凤赋心情沉重地坐在温暖炉火旁,客栈大堂里暖和而静寂,三名护卫也已换过干衣裳,神情关心地望著他。
可就是没人敢说话,也不知从何安慰起。
主子此刻的心情一定像是火炉里的热炭般燃烧煎熬极了,只要多停留一刻,小卓姑娘的马车便驰离京师更远。
“主子,不如您在这儿安心等著,属下们出去追吧!”
凤赋痴痴地望著炉火,火光在他英俊的脸上跳跃著。
“不要紧,等雨停了再说吧。”他勉强一笑,却怎么也掩饰不住满心的苦涩与焦灼。
“主子,可是……”
就在这时,有人咚咚咚急促地敲门。
“来了!来了!”下雨天,生意这么好?店小二兴奋地扑向大门。
护卫们眸光登时锐利地亮了起来,飞鹰沉声暍道:“慢著!小二,这店今晚不是我们包下了吗?”
为了太子的安全,一定要净空客栈。
“啊?”店小二怯怯地朝掌柜的抛去一记求救神色。
掌柜的连忙对著他警告地摇头。
凤赋的眸光自炉火转回来,语气温和地道:“雨这么大,想必也是落难旅人,就让他们进来歇息烤烤火吧。

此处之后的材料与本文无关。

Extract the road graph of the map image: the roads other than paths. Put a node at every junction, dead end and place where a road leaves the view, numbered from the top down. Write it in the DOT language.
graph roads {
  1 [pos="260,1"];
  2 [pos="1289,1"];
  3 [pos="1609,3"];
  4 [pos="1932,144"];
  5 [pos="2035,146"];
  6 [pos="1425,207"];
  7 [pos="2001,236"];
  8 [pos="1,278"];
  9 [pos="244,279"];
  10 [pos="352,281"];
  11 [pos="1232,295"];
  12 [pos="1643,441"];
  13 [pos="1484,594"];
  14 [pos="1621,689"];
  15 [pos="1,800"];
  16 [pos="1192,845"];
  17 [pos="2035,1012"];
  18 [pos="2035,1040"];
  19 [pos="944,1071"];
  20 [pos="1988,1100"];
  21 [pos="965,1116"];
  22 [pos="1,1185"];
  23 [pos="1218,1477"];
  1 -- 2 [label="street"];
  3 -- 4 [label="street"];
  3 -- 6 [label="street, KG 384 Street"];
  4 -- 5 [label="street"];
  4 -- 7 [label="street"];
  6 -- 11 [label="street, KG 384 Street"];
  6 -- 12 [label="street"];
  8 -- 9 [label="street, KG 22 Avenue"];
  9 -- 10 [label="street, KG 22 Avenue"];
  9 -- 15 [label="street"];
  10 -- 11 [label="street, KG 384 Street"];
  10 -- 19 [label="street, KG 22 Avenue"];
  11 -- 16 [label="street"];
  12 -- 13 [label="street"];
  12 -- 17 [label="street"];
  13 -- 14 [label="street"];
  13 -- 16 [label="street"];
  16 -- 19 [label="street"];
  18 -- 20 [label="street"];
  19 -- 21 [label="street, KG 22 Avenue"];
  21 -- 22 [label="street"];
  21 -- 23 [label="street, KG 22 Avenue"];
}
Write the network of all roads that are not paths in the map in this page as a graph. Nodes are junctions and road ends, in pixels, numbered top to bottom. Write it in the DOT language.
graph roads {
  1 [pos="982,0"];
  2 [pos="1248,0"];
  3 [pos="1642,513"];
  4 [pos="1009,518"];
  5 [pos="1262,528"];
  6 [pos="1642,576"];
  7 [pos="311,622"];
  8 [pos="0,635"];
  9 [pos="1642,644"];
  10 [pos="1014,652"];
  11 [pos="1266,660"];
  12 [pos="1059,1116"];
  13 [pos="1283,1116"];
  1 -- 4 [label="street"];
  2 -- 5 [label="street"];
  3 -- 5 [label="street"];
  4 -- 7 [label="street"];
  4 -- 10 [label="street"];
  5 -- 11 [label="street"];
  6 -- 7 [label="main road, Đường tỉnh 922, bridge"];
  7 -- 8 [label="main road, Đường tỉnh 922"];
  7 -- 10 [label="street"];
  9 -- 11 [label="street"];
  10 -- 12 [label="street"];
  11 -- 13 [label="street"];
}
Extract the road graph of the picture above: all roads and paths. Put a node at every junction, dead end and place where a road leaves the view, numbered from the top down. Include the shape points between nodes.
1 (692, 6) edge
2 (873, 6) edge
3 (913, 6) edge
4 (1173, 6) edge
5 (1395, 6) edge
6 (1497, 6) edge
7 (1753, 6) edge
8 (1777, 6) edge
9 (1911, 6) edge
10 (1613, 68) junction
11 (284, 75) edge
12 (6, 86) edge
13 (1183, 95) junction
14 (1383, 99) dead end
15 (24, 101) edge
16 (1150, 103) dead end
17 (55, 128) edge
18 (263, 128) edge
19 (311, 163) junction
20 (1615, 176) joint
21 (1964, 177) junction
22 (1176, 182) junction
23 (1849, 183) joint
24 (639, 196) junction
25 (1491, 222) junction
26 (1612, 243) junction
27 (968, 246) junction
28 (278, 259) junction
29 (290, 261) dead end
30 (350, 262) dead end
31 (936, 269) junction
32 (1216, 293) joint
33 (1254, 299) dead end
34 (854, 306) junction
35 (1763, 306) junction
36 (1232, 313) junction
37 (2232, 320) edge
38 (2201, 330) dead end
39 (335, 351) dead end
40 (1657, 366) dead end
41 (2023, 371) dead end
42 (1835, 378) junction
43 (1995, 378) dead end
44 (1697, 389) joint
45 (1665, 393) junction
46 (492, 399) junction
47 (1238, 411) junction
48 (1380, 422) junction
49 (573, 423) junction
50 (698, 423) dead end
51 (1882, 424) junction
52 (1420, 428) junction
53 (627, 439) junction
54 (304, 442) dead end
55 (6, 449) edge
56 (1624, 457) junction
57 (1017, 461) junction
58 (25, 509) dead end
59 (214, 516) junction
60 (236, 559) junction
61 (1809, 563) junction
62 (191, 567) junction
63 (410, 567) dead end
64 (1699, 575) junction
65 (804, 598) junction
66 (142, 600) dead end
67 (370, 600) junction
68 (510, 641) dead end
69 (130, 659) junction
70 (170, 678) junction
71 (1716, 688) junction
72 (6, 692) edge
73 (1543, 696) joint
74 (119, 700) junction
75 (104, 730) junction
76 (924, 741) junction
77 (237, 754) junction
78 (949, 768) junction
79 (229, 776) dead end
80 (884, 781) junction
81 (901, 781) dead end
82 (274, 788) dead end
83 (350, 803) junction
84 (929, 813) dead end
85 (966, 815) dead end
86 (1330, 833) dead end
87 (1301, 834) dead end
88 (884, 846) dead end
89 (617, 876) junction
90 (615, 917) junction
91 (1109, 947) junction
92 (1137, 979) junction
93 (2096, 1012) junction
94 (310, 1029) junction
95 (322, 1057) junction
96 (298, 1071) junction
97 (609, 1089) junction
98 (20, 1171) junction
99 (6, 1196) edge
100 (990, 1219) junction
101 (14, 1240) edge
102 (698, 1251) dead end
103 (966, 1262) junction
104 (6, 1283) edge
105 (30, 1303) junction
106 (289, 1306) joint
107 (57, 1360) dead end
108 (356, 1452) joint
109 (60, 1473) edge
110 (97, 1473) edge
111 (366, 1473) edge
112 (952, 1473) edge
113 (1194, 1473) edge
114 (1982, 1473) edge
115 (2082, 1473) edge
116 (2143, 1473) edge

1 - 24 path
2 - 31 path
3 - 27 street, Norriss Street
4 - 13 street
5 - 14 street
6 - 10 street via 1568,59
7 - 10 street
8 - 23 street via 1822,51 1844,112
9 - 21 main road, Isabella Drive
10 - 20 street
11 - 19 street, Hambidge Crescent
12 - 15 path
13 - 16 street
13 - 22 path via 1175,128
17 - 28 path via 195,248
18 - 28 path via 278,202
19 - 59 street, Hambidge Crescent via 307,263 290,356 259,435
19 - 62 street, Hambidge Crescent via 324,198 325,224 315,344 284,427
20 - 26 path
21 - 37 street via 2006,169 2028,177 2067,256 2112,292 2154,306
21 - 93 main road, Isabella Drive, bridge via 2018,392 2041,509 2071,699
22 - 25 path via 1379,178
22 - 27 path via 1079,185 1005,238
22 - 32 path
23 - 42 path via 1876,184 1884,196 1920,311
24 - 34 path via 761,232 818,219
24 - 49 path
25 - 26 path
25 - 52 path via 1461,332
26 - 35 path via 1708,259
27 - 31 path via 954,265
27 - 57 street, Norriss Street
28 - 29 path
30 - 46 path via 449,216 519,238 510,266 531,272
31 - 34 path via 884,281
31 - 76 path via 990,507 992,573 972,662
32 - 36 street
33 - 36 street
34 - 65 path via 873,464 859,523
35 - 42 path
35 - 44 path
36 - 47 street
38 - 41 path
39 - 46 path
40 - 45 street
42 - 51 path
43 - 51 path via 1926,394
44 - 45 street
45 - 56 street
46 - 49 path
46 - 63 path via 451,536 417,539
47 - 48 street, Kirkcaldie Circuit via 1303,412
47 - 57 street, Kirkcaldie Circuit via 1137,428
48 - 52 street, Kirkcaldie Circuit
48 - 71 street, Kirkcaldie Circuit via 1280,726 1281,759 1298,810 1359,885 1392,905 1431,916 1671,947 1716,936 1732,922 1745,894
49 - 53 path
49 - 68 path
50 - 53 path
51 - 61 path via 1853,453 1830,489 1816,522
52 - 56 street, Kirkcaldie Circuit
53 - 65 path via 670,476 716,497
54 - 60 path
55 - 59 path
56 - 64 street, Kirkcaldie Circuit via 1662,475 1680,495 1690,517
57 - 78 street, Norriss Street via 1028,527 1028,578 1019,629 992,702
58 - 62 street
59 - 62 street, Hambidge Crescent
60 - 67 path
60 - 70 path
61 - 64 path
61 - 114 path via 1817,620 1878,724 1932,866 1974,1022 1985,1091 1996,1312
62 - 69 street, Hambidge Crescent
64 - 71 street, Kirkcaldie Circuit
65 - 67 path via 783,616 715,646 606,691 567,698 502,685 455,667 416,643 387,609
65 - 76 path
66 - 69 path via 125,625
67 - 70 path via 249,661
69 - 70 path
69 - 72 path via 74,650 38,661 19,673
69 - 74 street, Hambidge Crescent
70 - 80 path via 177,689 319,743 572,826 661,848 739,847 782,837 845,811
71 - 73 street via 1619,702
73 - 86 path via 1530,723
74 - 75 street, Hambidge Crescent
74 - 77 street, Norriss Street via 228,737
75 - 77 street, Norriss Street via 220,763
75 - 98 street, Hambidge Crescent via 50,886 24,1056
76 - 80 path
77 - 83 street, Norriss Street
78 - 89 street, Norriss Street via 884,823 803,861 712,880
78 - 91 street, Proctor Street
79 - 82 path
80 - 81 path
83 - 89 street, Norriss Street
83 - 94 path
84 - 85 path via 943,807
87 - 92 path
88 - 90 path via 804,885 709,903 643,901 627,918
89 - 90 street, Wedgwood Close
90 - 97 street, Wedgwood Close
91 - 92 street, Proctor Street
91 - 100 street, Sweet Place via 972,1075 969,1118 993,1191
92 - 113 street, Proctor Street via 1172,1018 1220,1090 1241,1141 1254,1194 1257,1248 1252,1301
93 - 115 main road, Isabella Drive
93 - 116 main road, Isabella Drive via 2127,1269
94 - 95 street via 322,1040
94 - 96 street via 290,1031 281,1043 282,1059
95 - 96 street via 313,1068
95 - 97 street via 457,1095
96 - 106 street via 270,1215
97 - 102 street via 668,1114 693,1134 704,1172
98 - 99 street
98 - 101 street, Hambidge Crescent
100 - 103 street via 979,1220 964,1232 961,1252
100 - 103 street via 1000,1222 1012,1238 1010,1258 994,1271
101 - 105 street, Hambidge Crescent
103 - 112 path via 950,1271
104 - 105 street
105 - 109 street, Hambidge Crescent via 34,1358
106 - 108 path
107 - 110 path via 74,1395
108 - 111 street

”
“是,主子。”飞鹰对店小二点点头,示意他开门。
店小二如释重负,堆著满脸笑打开大门。
外头哗啦啦冰冷的雨丝喷了进来,店小二打了个寒颤,忙招呼道:“客倌们快里边请,外头雨真大呀……先进来烤烤火,我让灶上帮你们熬些姜汤,烧些热水。”
“谢谢你,小二哥。”路郝仁满面感激,拍拍肩上微湿的雨渍。
小卓边踏进门口,边回头吩咐道:“阿彪、阿虎、阿豹、阿獐,把车上的东西拎下来……快进来吧,当心脚下,有门槛。”
原本注意力已然转回火炉的凤赋刹那间呆住了,背脊一僵……他不敢相信自己的耳朵。
小卓?是小卓?
他猛然站了起来,不可思议地望向声音来处——
那个身著淡绿色衫于的俏生生姑娘可不正是他心爱的小女人?
他的小卓!
小卓在吩咐完了后,转身走进客栈大堂,一下子也傻眼了。
是她眼花还是怎地?太子爷怎么会出现在这个小客栈?
一定是思念过度,哈哈哈……她颤抖著笑了起来,以为这样就能冲淡眼前那个英俊深情的影像……但是那个影像怎么站了起来,还越来越接近她?
终于,那熟悉沉稳温柔的男子气息包围住了她,小卓不禁热泪盈眶——
真的是他。
“小卓……”他的声音沙哑而轻颤,仿佛害怕太大声又会惊走了她。“小卓。”
“太子爷,怎么这么有空?出来雨中散步啊?”她的胸口悸热突突狂跳著,想投入他怀里的冲动是那样强烈,所以她的左手紧紧掐握住右手,试图用痛苦来让自己平静镇定。
太子爷?!
店小二和掌柜的几疑自己听错了。
只见飞鹰悄悄走向前对他们说了句悄悄话,两人才恍然大悟又满眼崇拜地望著凤赋。
“小卓,幸好你没有走远,幸好我终于找到你了!”凤赋炽热的眸子里再也容纳不下任何人了,他紧紧地注视著她,忘情地一把将她拥入怀里。“老天垂怜……”
不要心软不要心软不要心软……
小卓狠狠地告诫自己,不断说服自己别屈服在他的柔情万种中,一定要记起现实有多么残酷。
心太软,害一生。她绝对要记得!
“太子爷,我不明白您的意思。”她努力装傻,强自挣离他温暖的怀抱。“民女忙完了京师的事,回江南老家是理所当然,您犯得著冒雨出来追人吗?而且您的身分如此尊贵,又怎么能出城来到这荒郊野外?万一出了什么事可怎么办?”
她说著说著,越想越担心,忍不住气恼埋怨地瞪了护卫们一眼。“你们怎么不拦他呢?”
护卫们个个—脸惭愧、噤若寒蝉,乖乖垂手听训。
“你实在是胡来耶!”她双手擦腰懊恼地看著他,“我说过了,就算不为皇室设想,也要为天下苍生著想,你可是太子,未来的皇上……你又何必冒雨冒险出来呢?”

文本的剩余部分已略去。